The differences between Republicans and Democrats in the electoral realm has unfortunately been reproduced in the judicial.  As Hasen says, Republican and Democratic judges view these issues through different lenses.  In this regard, I wish Hasen had delved into the constitutional issues raised by the seemingly continuous voting rights litigation in North Carolina in more detail.  He describes the questions raised by NAACP v. McCrory, the Fourth Circuit case in which the judges held that the North Carolina legislature had discriminated on racial grounds in passing a voter suppression law.  As he notes, that judgment might well have been reversed by a largely conservative Supreme Court but for a question of procedure.  I think it would have been helpful, especially considering the audience Hasen is trying to reach, if he had explained why.  Some might draw the conclusion from Hasen’s account that the Supreme Court had a basis to reverse, but then again the Fourth Circuit had a substantial argument that was widely cited at the time.  Or did it?  It’s actually not clear in the book.

Another issue in controversy is that of voter fraud, continually stoked by obviously false statements from President Trump.  Parenthetically, consider that from the standpoint of unitary executive theory, these statements are the official position of the executive branch.  Yet Hasen more than justifies his conclusion that the common charge made by conservatives of the prevalence of organized voter fraud has been put to rest.  As Hasen recounts, “[t]he collapse of the Pence-Kobach fraud commission and the Fish v. Kobach trial were watershed moments in the modern history of voter fraud mythmaking and attempts at voter suppression.”  And again, “there is no proof that it is any kind of serious problem in the United States.”  These conclusions deserve a wide audience, but they must be driven home.

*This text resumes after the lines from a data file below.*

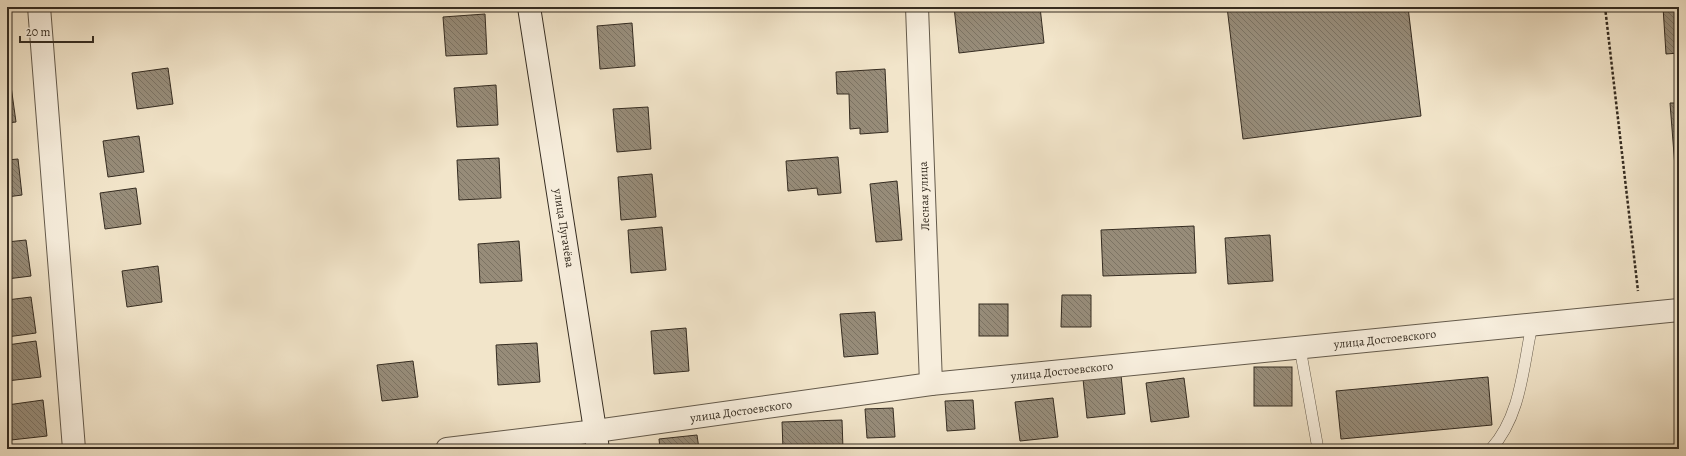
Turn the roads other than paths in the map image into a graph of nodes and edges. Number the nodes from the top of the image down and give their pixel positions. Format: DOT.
graph roads {
  1 [pos="39,7"];
  2 [pos="529,7"];
  3 [pos="917,7"];
  4 [pos="1679,310"];
  5 [pos="1532,325"];
  6 [pos="1300,348"];
  7 [pos="931,384"];
  8 [pos="597,440"];
  9 [pos="74,449"];
  10 [pos="447,449"];
  11 [pos="1318,449"];
  12 [pos="1492,449"];
  1 -- 9 [label="street"];
  2 -- 8 [label="street, улица Пугачёва"];
  3 -- 7 [label="street, Лесная улица"];
  4 -- 5 [label="street, улица Достоевского"];
  5 -- 6 [label="street, улица Достоевского"];
  5 -- 12 [label="lane"];
  6 -- 7 [label="street, улица Достоевского"];
  6 -- 11 [label="lane"];
  7 -- 8 [label="street, улица Достоевского"];
  8 -- 10 [label="street, улица Достоевского"];
}
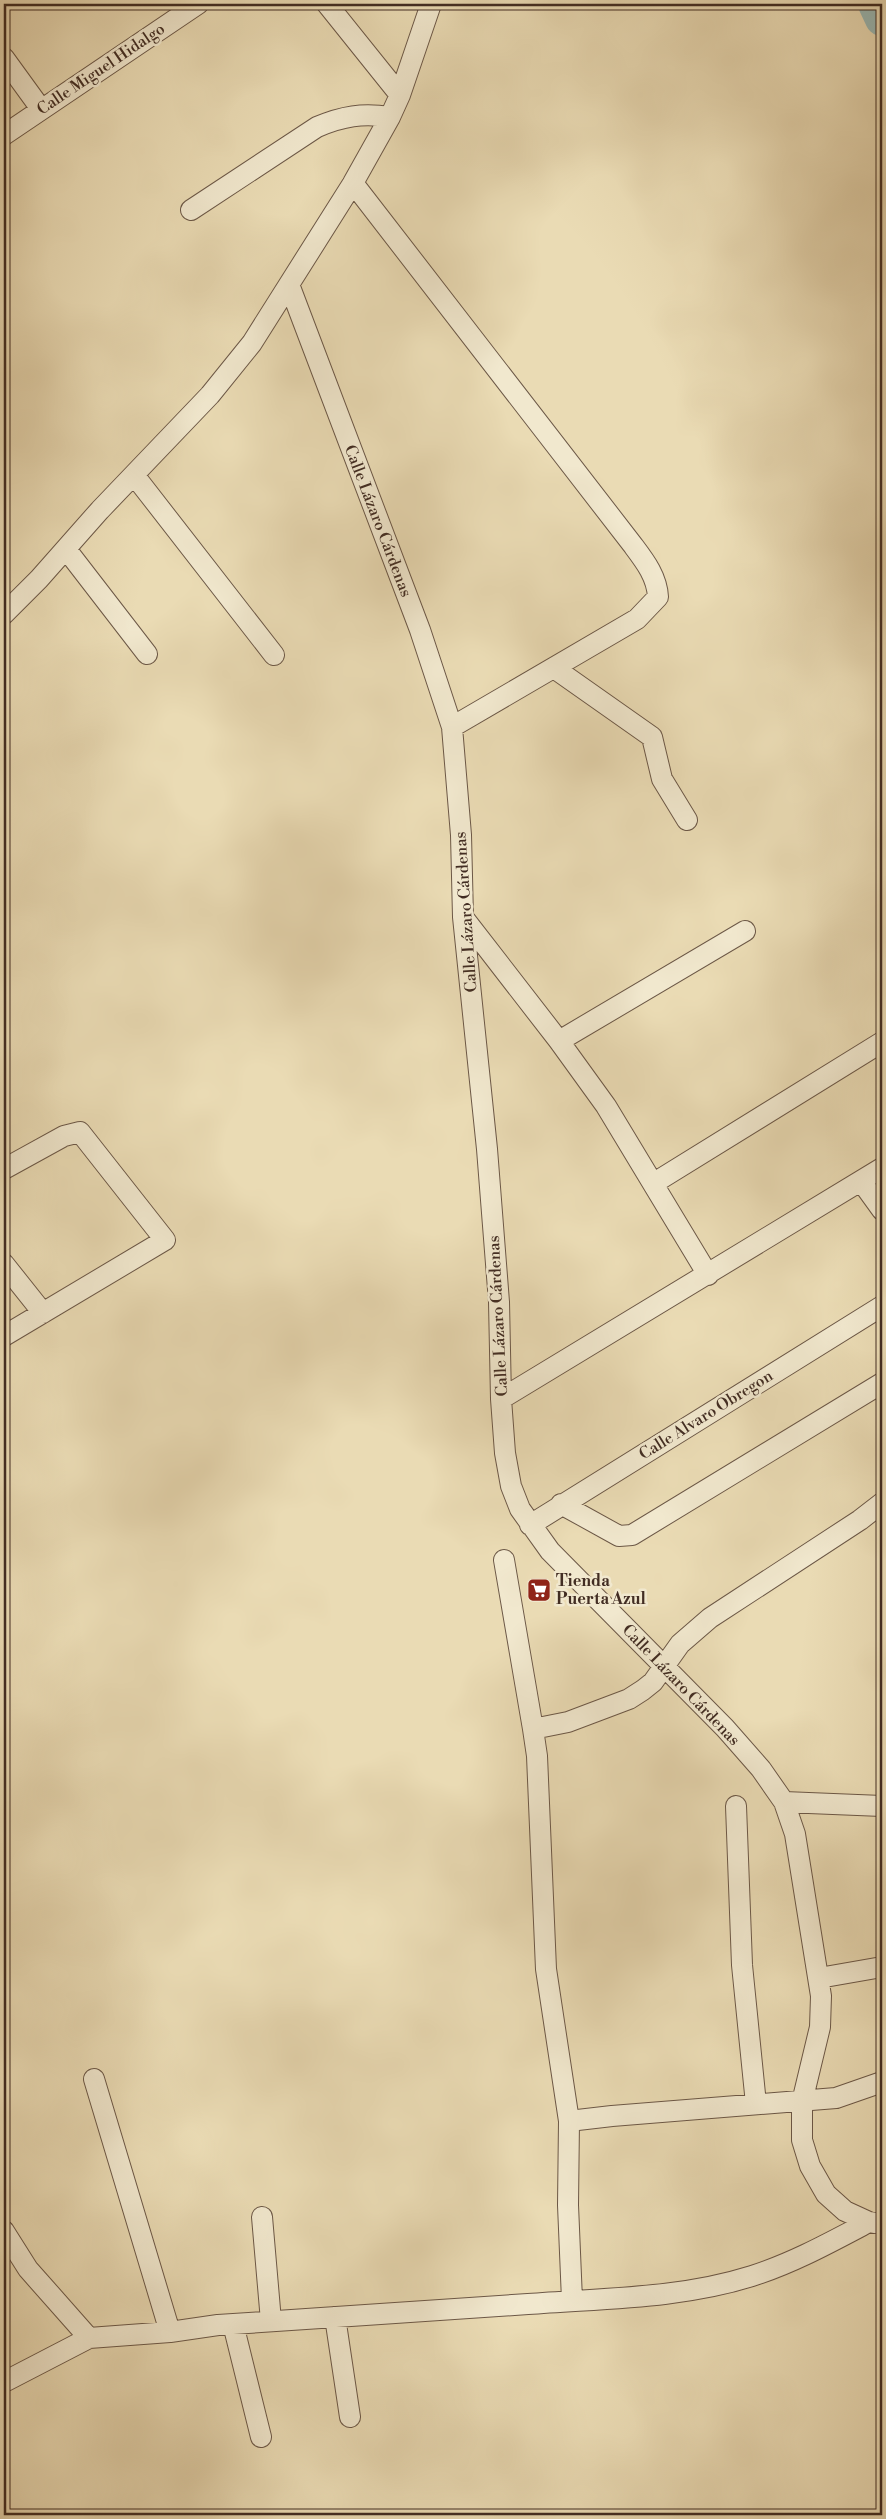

There is also a somewhat sad story lurking in the background of Hasen’s account concerning federalism.  States have been criticized in the past for consistently underfunding the administration of elections and Hasen gives us no reason to believe things have changed.  Or, rather, things have changed but because of federal intervention in the wake of the 2000 presidential election disaster.  It is nice to see that Hasen thinks the Help America Vote Act of 2002 seems to have been helpful in this regard.

As far as solutions, I agree wholeheartedly with Hasen that the U.S. “should join other advanced democracies in moving toward nationalized, nonpartisan election administration, as well as implement automatic voter registration for all eligible voters with a national identity card to be used for voting.”  A reliable identity card would by itself address many different problems across a range of policy domains.  A potential problem is that in today’s environment, this well-intentioned reform may be read solely as an effort to crack down further on undocumented aliens.  Hasen’s discussion of what it would take to implement a nationalized approach to elections is too brief, but this is not that kind of book.

Through considerable scholarly effort (along with a blog that is essential reading), Hasen has become a reliable and useful voice in an area of the law often dominated by unproductive charges and counter-charges.  For that, everyone who seeks to preserve and advance American democracy owes him a considerable debt.